Correspondance de Voltaire/1750/Lettre 2161
Sœur Guillemette à frère Voltaire, salut : car je me compte parmi les heureux habitants de votre abbaye, quoique je n’y sois plus ; et je compte très-fort, si Dieu me donne bonne vie et longue, d’y aller reprendre ma place un jour. J’ai reçu votre consolante épître. Je vous jure mon grand juron, monsieur, qu’elle m’a infiniment plus édifiée que celle de saint Paul à la dame élue[1]. Celle-ci me causait un certain assoupissement qui valait l’opium, et m’empêchait d’en apercevoir les beautés. La vôtre a fait un effet contraire ; elle m’a tirée de ma léthargie, et a remis en mouvement mes esprits vitaux.
Quoique vous ayez remis votre voyage de Paris, j’espère que vous me tiendrez parole, et que vous viendrez me voir ici. Apollon vint jadis se familiariser avec les mortels, et ne dédaigna pas de se faire pasteur pour les instruire. Faites-en de même, monsieur, vous ne pouvez suivre de meilleur modèle.
Que dites-vous de l’arrivée du Messie[2] à Dresde ? Pourrez-vous après cela révoquer en doute les miracles ? Si j’avais été le prince royal de Saxe, j’en aurais laissé tout l’honneur au Saint-Esprit ; mais il pense comme Charles VI. Lorsque l’impératrice accoucha de l’archi-duc, on cria que c’était à Népomucène qu’on en avait l’obligation : « À Dieu ne plaise ! dit l’empereur ; je serais donc cocu. »

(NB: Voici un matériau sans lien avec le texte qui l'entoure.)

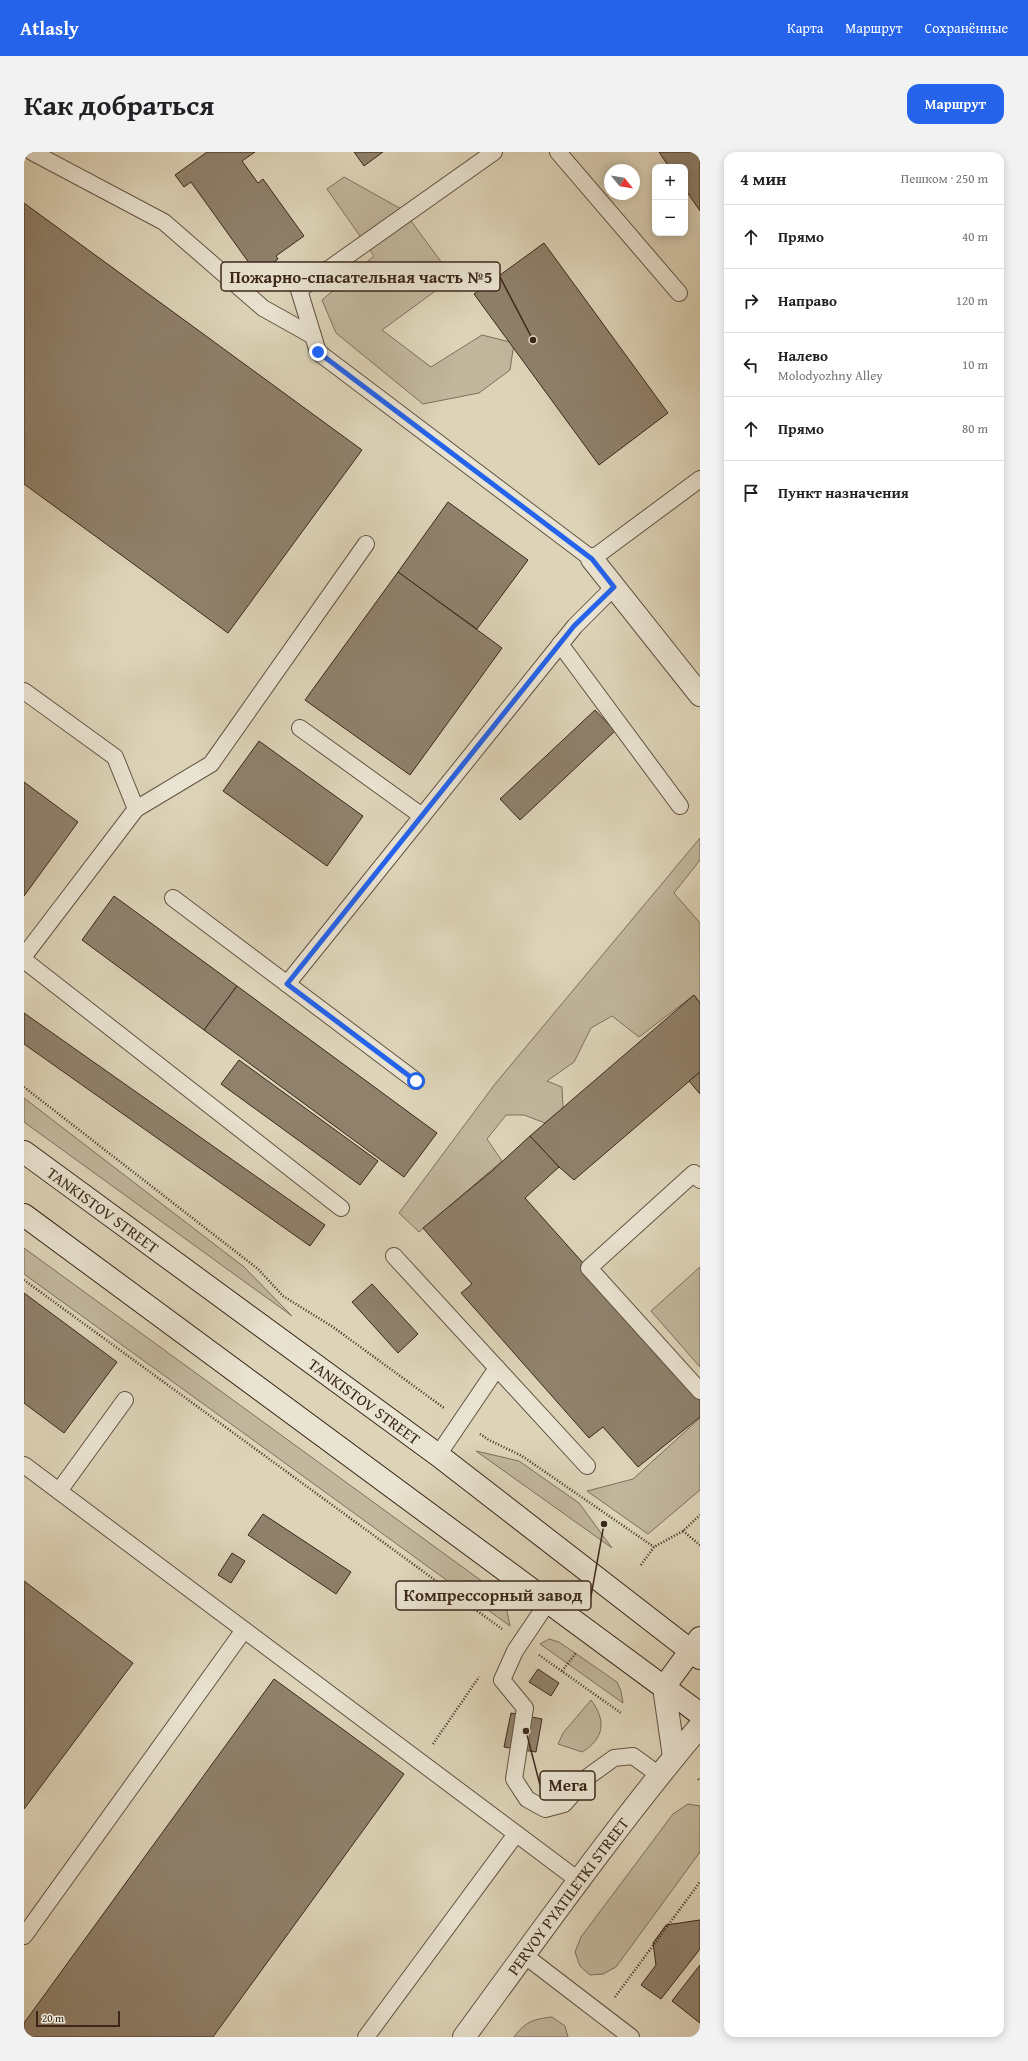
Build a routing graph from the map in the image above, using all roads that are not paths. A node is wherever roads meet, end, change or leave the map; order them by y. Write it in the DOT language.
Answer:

Mais laissons là le Saint-Esprit et le Messie. Quoiqu’il soit né aujourd’hui, je vous assure que je n’aurais pas pensé à lui, sans l’aventure merveilleuse de Saxe. J’aime mieux penser aux beaux esprits de Potsdam, à son abbé et à ses moines. Ressouvenez-vous quelquefois en revanche des absents, et comptez toujours sur moi comme sur une véritable amie.